[DATA SUPPLIED]

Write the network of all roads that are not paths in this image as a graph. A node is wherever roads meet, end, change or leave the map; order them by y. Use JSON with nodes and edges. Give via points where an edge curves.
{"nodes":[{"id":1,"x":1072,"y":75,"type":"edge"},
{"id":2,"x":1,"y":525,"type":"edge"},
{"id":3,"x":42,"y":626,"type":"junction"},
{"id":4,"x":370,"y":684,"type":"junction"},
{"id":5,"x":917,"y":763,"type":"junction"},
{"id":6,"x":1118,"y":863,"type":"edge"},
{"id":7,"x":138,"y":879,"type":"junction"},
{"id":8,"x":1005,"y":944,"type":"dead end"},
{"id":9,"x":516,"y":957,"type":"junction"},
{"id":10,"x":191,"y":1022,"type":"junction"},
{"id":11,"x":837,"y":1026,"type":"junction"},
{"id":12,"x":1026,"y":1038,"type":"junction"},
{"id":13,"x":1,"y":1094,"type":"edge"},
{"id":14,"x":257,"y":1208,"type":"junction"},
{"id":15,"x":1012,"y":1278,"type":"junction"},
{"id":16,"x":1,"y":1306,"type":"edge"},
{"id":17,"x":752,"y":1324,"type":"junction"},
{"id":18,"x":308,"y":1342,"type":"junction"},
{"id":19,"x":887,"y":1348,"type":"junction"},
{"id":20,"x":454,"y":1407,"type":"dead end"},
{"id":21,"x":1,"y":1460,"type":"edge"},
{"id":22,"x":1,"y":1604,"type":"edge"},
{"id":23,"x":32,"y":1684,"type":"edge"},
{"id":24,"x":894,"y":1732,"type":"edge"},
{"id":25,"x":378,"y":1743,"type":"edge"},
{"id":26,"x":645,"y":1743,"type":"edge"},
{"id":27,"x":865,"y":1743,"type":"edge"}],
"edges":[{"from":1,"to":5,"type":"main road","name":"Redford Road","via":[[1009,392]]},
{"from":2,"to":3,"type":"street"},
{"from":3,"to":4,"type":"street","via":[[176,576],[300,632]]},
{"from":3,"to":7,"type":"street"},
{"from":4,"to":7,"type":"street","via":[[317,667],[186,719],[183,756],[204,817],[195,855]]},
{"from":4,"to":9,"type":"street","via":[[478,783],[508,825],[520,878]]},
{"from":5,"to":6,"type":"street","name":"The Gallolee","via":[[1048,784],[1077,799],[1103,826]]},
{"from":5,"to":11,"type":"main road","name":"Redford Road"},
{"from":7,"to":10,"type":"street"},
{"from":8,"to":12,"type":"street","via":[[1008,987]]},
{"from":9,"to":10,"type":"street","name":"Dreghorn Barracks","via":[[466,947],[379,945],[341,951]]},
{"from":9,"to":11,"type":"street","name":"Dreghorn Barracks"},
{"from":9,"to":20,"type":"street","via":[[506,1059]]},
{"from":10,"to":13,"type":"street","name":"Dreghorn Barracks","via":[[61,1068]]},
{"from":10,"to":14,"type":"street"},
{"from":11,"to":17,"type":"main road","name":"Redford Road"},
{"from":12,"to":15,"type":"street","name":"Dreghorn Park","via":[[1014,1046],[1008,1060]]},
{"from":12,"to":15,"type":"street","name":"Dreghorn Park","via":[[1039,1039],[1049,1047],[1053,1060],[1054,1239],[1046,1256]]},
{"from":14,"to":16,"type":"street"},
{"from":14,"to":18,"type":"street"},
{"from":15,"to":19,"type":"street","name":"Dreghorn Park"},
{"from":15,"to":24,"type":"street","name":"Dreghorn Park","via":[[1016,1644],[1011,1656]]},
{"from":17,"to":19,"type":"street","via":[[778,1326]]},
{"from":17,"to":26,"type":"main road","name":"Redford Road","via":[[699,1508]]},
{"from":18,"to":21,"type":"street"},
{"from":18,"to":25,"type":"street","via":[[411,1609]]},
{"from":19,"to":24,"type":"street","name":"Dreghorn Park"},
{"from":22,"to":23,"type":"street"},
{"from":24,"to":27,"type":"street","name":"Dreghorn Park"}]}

[/DATA SUPPLIED]

> [ACTIVITY] Find and copy each line above that includes the string "nodes".

> [YOUR SOLUTION]
Write the network of all roads that are not paths in this image as a graph. A node is wherever roads meet, end, change or leave the map; order them by y. Use JSON with nodes and edges. Give via points where an edge curves.
{"nodes":[{"id":1,"x":1072,"y":75,"type":"edge"},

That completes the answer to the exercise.